Saved data entries
----

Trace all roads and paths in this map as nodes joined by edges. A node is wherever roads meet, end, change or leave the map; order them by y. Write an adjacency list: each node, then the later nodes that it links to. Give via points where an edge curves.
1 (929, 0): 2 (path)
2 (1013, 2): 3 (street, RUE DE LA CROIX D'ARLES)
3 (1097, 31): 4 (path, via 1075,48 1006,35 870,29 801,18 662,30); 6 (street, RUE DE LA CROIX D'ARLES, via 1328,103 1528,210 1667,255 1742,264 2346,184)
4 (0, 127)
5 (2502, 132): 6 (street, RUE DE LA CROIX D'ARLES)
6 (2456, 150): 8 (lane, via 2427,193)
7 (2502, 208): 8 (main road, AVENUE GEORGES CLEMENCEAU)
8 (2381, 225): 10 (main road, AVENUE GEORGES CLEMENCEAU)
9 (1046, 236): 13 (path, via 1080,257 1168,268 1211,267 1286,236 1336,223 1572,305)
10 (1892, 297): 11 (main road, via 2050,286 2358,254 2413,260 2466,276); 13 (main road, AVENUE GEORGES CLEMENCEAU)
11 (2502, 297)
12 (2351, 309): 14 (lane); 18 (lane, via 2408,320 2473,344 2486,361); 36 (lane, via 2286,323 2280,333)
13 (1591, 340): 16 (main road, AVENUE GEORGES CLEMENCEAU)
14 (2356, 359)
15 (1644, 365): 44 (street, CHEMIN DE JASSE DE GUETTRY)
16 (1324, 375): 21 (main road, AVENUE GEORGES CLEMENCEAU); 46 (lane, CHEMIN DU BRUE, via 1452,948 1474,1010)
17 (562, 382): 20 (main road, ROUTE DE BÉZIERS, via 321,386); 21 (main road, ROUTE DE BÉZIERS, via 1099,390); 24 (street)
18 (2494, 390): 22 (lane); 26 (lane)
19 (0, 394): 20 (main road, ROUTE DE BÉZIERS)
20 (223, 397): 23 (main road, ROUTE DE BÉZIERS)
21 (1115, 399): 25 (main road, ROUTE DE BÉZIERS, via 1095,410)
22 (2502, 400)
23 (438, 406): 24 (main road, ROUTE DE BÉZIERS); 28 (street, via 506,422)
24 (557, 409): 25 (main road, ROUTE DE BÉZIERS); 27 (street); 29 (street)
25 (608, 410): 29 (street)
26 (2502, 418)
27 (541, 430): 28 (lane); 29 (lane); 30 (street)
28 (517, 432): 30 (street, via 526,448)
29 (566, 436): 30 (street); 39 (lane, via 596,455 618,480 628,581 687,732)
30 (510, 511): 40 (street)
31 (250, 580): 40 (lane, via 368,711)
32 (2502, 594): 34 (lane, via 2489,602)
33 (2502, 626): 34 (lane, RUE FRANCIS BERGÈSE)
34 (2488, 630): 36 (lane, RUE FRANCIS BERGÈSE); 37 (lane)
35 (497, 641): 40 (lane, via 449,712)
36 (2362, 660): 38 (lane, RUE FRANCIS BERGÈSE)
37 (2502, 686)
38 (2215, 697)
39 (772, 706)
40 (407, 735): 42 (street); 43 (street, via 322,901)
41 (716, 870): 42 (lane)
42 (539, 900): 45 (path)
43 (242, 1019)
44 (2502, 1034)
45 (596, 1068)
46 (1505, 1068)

----

▶ About this task: Copy out every line in the records where the word "AVENUE" is found.

▶ Output for this exercise:
7 (2502, 208): 8 (main road, AVENUE GEORGES CLEMENCEAU)
8 (2381, 225): 10 (main road, AVENUE GEORGES CLEMENCEAU)
10 (1892, 297): 11 (main road, via 2050,286 2358,254 2413,260 2466,276); 13 (main road, AVENUE GEORGES CLEMENCEAU)
13 (1591, 340): 16 (main road, AVENUE GEORGES CLEMENCEAU)
16 (1324, 375): 21 (main road, AVENUE GEORGES CLEMENCEAU); 46 (lane, CHEMIN DU BRUE, via 1452,948 1474,1010)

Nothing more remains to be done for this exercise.